■ Description of the task
Where a line of the material includes the string "place", copy that line.

>>>

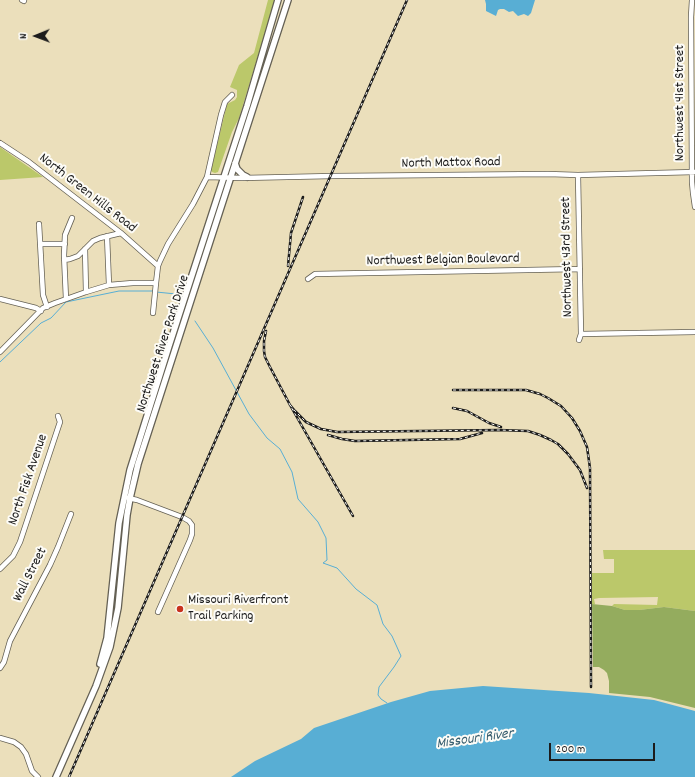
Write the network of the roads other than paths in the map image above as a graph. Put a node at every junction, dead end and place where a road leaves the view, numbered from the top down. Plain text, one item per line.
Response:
1 (278, 0) edge
2 (288, 0) edge
3 (692, 0) edge
4 (232, 95) dead end
5 (0, 143) edge
6 (235, 163) junction
7 (694, 172) edge
8 (578, 175) junction
9 (207, 177) junction
10 (224, 177) junction
11 (231, 177) junction
12 (247, 177) junction
13 (695, 206) edge
14 (72, 218) dead end
15 (39, 224) dead end
16 (121, 233) junction
17 (107, 236) junction
18 (40, 244) junction
19 (65, 244) junction
20 (85, 249) junction
21 (64, 260) junction
22 (159, 263) junction
23 (199, 263) junction
24 (580, 269) junction
25 (194, 278) junction
26 (308, 279) dead end
27 (109, 285) junction
28 (156, 285) junction
29 (86, 292) junction
30 (0, 299) edge
31 (66, 299) junction
32 (47, 306) junction
33 (41, 311) junction
34 (153, 313) dead end
35 (695, 332) edge
36 (0, 345) edge
37 (7, 345) junction
38 (169, 346) junction
39 (176, 348) junction
40 (0, 352) edge
41 (58, 416) dead end
42 (127, 498) junction
43 (71, 514) dead end
44 (0, 569) edge
45 (158, 612) dead end
46 (0, 668) edge
47 (0, 738) edge
48 (38, 777) edge
49 (56, 777) edge

1 - 10 main road, Northwest River Park Drive
2 - 6 main road, Northwest River Park Drive
3 - 7 street, Northwest 41st Street
4 - 9 street
5 - 16 street, North Green Hills Road
6 - 11 main road, Northwest River Park Drive
6 - 12 main road
7 - 8 street, North Mattox Road
7 - 13 street, Northwest 41st Street
8 - 12 street, North Mattox Road
8 - 24 street, Northwest 43rd Street
9 - 10 street, North Mattox Road
9 - 22 street
10 - 11 street, North Mattox Road
10 - 23 main road, Northwest River Park Drive
11 - 12 street, North Mattox Road
11 - 23 main road, Northwest River Park Drive
14 - 19 street
15 - 18 street
16 - 17 street
16 - 22 street, North Green Hills Road
17 - 20 street
17 - 27 street
18 - 19 street
18 - 32 street
19 - 21 street
20 - 21 street
20 - 29 street
21 - 31 street
22 - 28 street
23 - 25 main road, Northwest River Park Drive
24 - 26 street, Northwest Belgian Boulevard
24 - 35 street, Northwest 43rd Street
25 - 38 main road, Northwest River Park Drive
25 - 39 main road, Northwest River Park Drive
27 - 28 street
27 - 29 street
28 - 34 street
29 - 31 street
30 - 33 street
31 - 32 street
32 - 33 street
33 - 37 street
36 - 37 street
37 - 40 street
38 - 39 main road
38 - 42 main road, Northwest River Park Drive
39 - 42 main road, Northwest River Park Drive
41 - 44 street, North Fisk Avenue
42 - 45 street
42 - 49 main road, Northwest River Park Drive
43 - 46 street, Wall Street
47 - 48 street

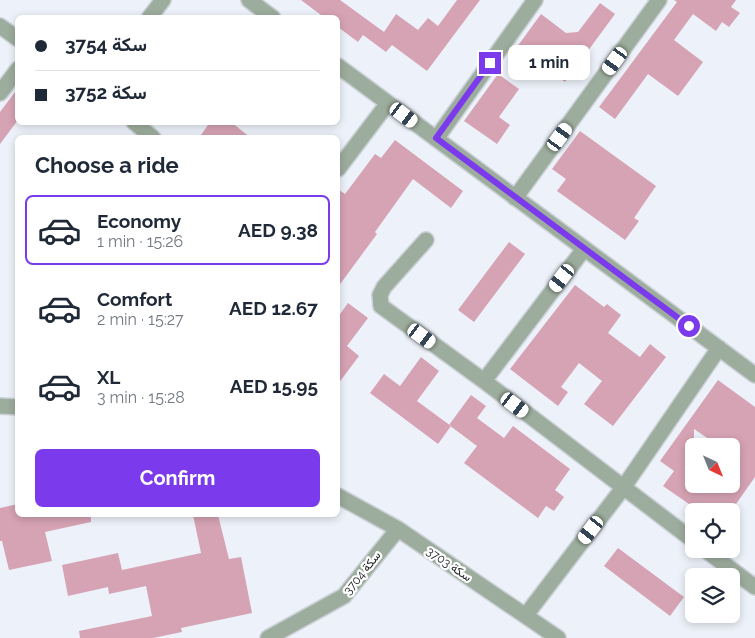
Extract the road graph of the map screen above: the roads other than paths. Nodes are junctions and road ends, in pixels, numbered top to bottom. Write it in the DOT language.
graph roads {
  1 [pos="163,0"];
  2 [pos="249,0"];
  3 [pos="659,0"];
  4 [pos="533,1"];
  5 [pos="151,15"];
  6 [pos="269,15"];
  7 [pos="0,26"];
  8 [pos="15,37"];
  9 [pos="340,67"];
  10 [pos="15,73"];
  11 [pos="0,93"];
  12 [pos="388,103"];
  13 [pos="138,125"];
  14 [pos="149,135"];
  15 [pos="436,138"];
  16 [pos="340,166"];
  17 [pos="516,198"];
  18 [pos="426,240"];
  19 [pos="584,249"];
  20 [pos="719,348"];
  21 [pos="755,375"];
  22 [pos="484,382"];
  23 [pos="0,406"];
  24 [pos="15,407"];
  25 [pos="623,488"];
  26 [pos="340,497"];
  27 [pos="398,529"];
  28 [pos="685,534"];
  29 [pos="716,558"];
  30 [pos="755,586"];
  31 [pos="526,615"];
  32 [pos="268,638"];
  33 [pos="558,638"];
  1 -- 5 [label="street"];
  2 -- 6 [label="street"];
  3 -- 17 [label="street"];
  4 -- 15 [label="street"];
  7 -- 8 [label="street"];
  9 -- 12 [label="street"];
  10 -- 11 [label="street"];
  12 -- 15 [label="street"];
  12 -- 16 [label="street"];
  13 -- 14 [label="street"];
  15 -- 17 [label="street"];
  17 -- 19 [label="street"];
  18 -- 22 [label="street"];
  19 -- 20 [label="street"];
  19 -- 22 [label="street"];
  20 -- 21 [label="street"];
  20 -- 25 [label="street"];
  22 -- 25 [label="street"];
  23 -- 24 [label="street"];
  25 -- 28 [label="street"];
  25 -- 31 [label="street"];
  26 -- 27 [label="street, سكة 3703"];
  27 -- 31 [label="street, سكة 3703"];
  27 -- 32 [label="street, سكة 3704"];
  29 -- 30 [label="street"];
  31 -- 33 [label="street, سكة 3703"];
}
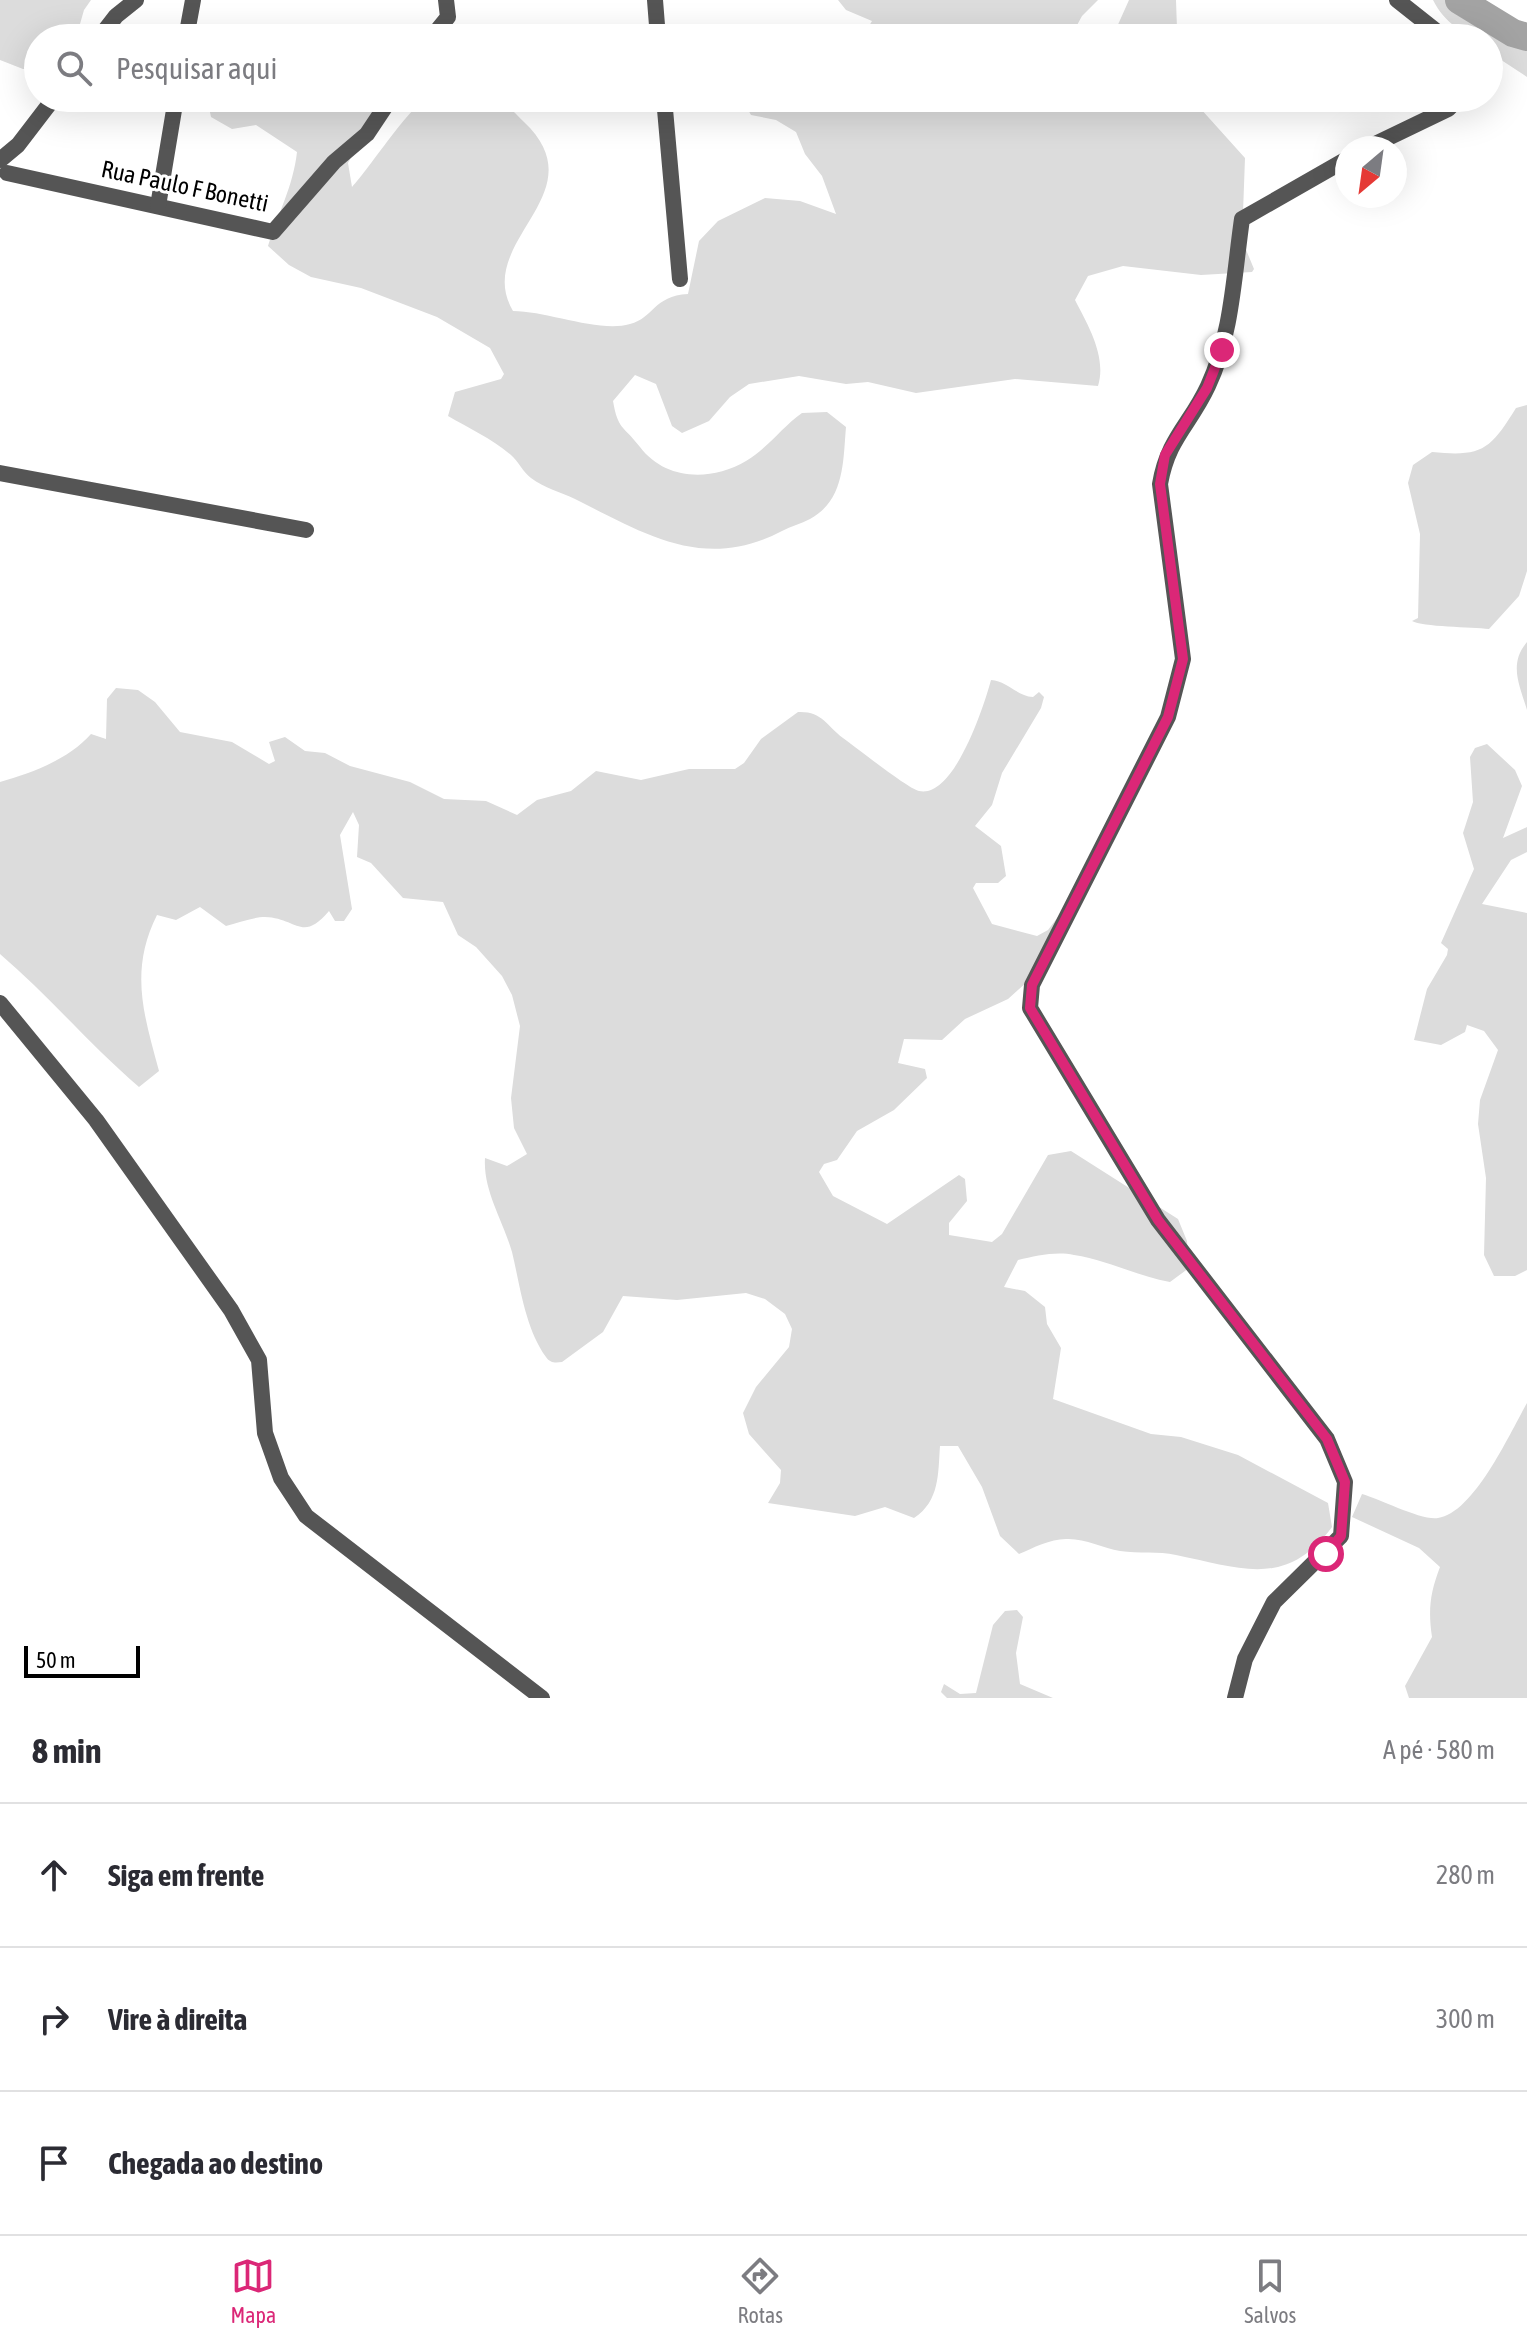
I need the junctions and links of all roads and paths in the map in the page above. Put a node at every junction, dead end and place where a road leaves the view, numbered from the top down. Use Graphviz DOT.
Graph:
graph roads {
  1 [pos="136,0"];
  2 [pos="193,0"];
  3 [pos="446,0"];
  4 [pos="655,0"];
  5 [pos="1397,0"];
  6 [pos="110,24"];
  7 [pos="189,24"];
  8 [pos="442,24"];
  9 [pos="657,24"];
  10 [pos="1427,24"];
  11 [pos="43,112"];
  12 [pos="174,112"];
  13 [pos="382,112"];
  14 [pos="665,112"];
  15 [pos="1442,112"];
  16 [pos="1392,136"];
  17 [pos="1335,166"];
  18 [pos="2,172"];
  19 [pos="158,206"];
  20 [pos="680,279"];
  21 [pos="0,473"];
  22 [pos="306,530"];
  23 [pos="0,1003"];
  24 [pos="542,1698"];
  25 [pos="1235,1698"];
  1 -- 6 [label="street"];
  2 -- 7 [label="street"];
  3 -- 8 [label="street"];
  4 -- 9 [label="street"];
  5 -- 10 [label="street"];
  11 -- 18 [label="street"];
  12 -- 19 [label="street"];
  13 -- 19 [label="street, Rua Paulo F Bonetti"];
  14 -- 20 [label="street"];
  15 -- 16 [label="street"];
  17 -- 25 [label="street"];
  18 -- 19 [label="street, Rua Paulo F Bonetti"];
  21 -- 22 [label="street"];
  23 -- 24 [label="street"];
}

<<<

■ Solution to this exercise
Write the network of the roads other than paths in the map image above as a graph. Put a node at every junction, dead end and place where a road leaves the view, numbered from the top down. Plain text, one item per line.
I need the junctions and links of all roads and paths in the map in the page above. Put a node at every junction, dead end and place where a road leaves the view, numbered from the top down. Use Graphviz DOT.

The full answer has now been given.